==== Material for this task ====

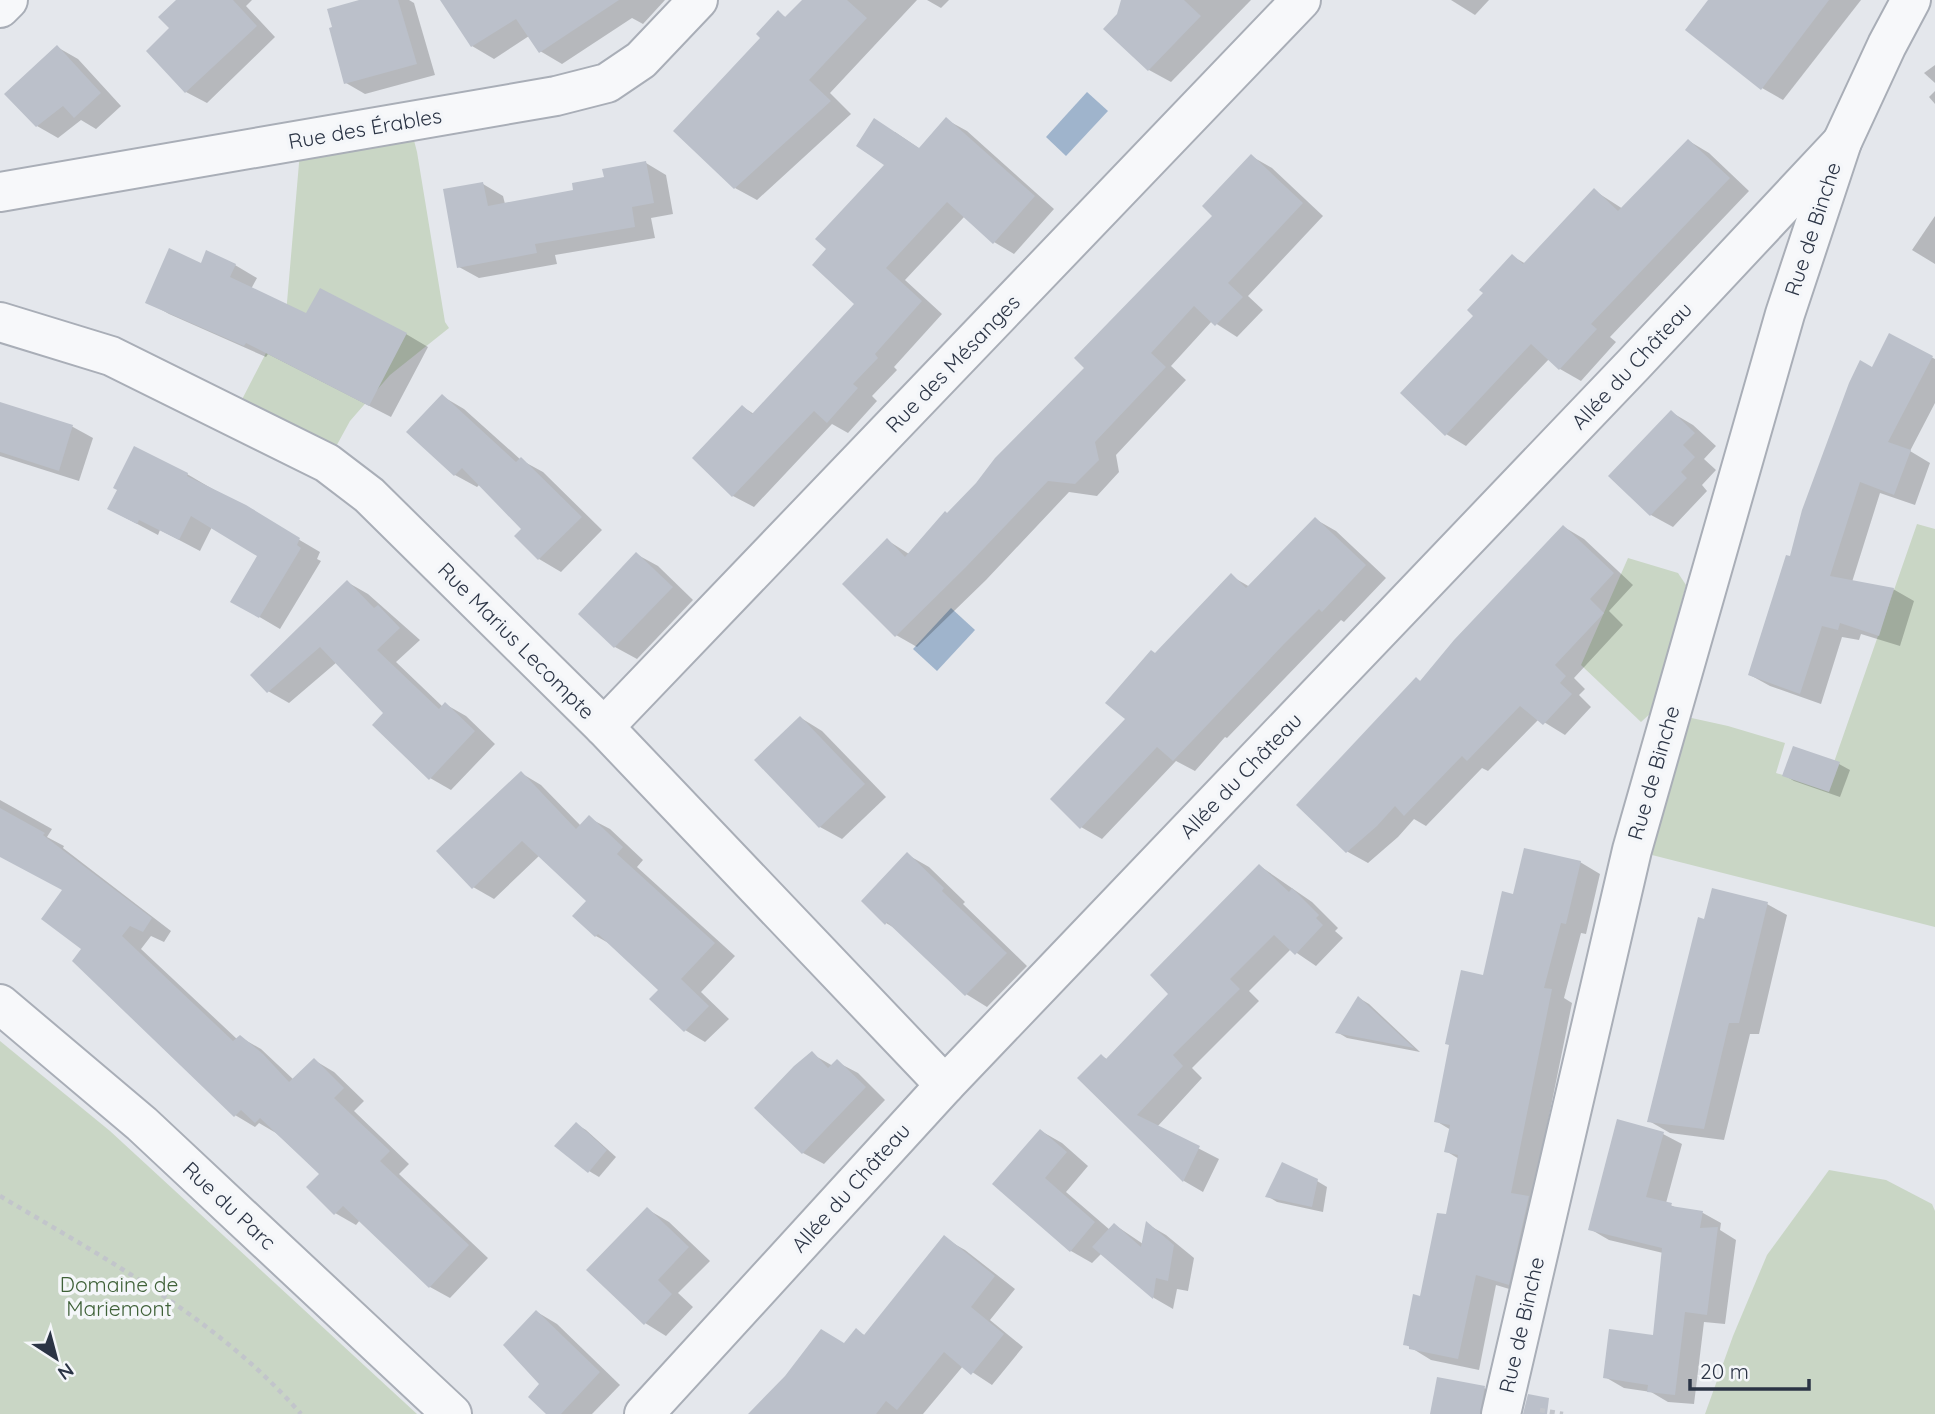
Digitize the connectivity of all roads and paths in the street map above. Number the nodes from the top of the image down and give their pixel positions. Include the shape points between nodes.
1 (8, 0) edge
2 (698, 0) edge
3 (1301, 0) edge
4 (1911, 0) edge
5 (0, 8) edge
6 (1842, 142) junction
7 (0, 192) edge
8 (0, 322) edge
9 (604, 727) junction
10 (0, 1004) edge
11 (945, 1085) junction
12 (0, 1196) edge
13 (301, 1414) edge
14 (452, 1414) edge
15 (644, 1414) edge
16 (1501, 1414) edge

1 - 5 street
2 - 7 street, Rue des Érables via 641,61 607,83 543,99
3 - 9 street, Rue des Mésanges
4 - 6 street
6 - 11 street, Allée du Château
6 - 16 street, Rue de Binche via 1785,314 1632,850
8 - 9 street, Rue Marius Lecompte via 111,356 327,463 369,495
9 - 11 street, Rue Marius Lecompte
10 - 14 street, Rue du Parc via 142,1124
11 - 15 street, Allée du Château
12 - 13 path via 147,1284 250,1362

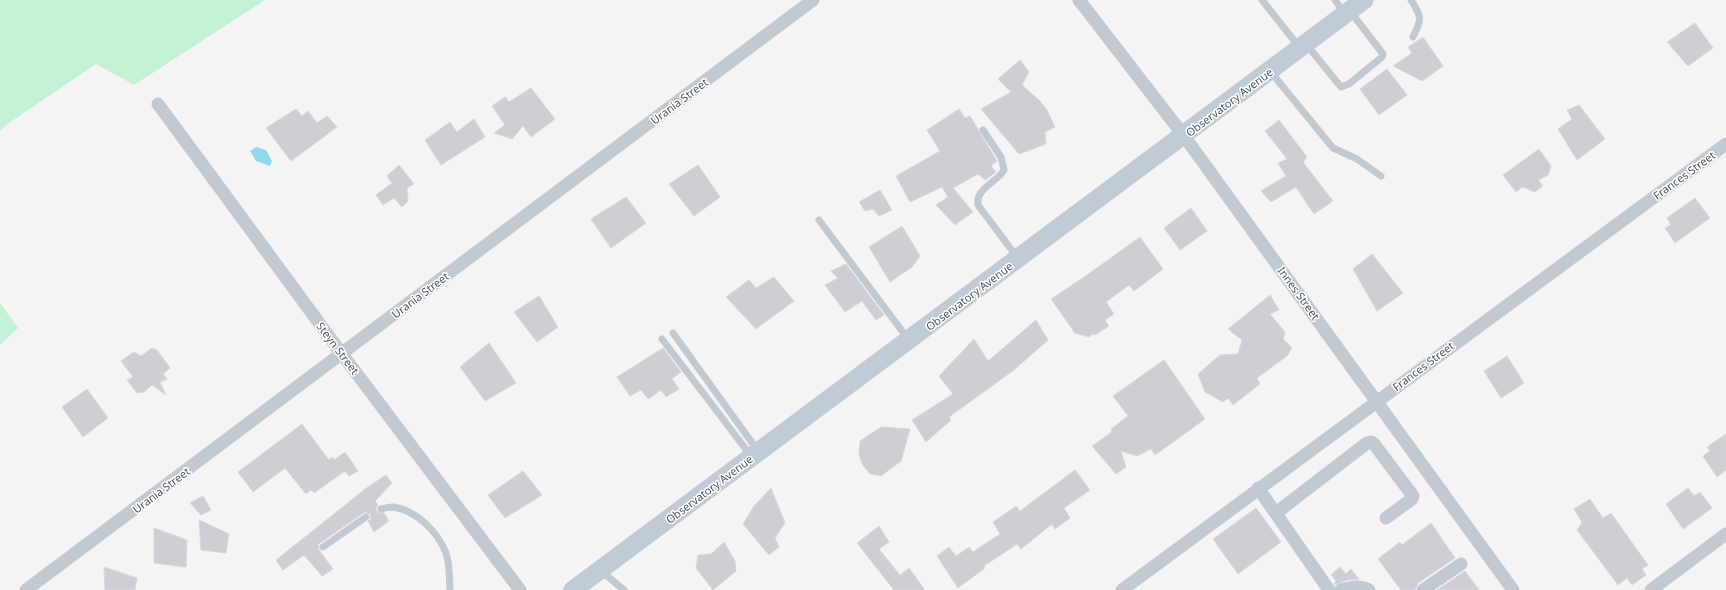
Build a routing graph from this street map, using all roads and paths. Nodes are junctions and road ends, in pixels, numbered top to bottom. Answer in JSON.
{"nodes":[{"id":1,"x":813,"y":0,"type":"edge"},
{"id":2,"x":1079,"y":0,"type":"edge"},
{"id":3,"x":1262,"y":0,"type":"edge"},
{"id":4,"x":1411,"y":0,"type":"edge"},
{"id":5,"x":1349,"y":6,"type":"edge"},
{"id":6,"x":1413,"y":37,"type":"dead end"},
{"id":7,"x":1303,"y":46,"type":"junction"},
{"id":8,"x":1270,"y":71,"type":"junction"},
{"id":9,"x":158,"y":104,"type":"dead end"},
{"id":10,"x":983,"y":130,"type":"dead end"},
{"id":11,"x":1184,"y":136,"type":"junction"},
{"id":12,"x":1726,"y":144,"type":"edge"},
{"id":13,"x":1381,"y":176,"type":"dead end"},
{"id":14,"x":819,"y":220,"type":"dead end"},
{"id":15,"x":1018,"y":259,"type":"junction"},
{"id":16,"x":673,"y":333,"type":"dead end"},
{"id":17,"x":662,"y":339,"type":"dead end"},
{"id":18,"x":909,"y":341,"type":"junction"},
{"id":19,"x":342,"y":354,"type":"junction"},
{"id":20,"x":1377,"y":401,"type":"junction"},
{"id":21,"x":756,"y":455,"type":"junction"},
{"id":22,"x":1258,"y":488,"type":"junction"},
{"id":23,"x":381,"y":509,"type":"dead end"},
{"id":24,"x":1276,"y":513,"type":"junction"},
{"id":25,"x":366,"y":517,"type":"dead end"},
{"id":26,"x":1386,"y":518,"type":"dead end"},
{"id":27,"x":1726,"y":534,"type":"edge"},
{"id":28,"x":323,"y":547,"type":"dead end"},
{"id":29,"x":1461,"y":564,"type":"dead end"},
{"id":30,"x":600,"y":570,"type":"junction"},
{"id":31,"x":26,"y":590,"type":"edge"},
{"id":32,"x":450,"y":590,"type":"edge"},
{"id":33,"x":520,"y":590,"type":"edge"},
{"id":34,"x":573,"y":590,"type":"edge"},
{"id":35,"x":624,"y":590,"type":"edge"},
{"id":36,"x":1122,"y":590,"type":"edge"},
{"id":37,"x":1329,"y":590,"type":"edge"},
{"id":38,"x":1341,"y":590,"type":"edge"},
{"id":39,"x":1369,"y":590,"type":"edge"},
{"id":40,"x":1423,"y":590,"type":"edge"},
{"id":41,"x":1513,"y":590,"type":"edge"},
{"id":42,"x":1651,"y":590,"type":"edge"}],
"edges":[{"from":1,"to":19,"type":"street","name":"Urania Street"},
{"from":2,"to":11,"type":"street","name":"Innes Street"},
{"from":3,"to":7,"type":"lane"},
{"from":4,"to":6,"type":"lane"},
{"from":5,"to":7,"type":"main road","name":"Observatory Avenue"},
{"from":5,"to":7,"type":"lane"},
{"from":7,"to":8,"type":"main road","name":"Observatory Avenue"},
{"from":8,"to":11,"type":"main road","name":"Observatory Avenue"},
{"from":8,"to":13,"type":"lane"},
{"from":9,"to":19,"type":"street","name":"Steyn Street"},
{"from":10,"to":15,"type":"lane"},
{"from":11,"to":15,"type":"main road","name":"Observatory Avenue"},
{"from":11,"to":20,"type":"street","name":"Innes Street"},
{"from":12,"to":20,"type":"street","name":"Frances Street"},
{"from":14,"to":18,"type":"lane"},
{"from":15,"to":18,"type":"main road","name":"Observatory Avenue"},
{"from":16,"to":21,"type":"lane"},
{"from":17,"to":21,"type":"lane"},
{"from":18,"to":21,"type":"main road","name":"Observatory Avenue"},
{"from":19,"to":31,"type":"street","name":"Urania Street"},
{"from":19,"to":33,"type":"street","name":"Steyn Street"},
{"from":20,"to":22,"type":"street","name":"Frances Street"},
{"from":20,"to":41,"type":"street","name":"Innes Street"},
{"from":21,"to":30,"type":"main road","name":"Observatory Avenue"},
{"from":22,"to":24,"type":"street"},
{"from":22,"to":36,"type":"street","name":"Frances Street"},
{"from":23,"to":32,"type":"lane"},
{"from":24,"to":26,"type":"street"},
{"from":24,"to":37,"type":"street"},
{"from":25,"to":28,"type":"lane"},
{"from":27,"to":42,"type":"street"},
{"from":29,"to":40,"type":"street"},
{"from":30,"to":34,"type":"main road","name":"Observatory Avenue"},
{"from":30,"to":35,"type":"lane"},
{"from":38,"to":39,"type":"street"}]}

====

Go through the entries above and copy each line with "Lecompte" in it.

■ Response to the exercise ■
8 - 9 street, Rue Marius Lecompte via 111,356 327,463 369,495
9 - 11 street, Rue Marius Lecompte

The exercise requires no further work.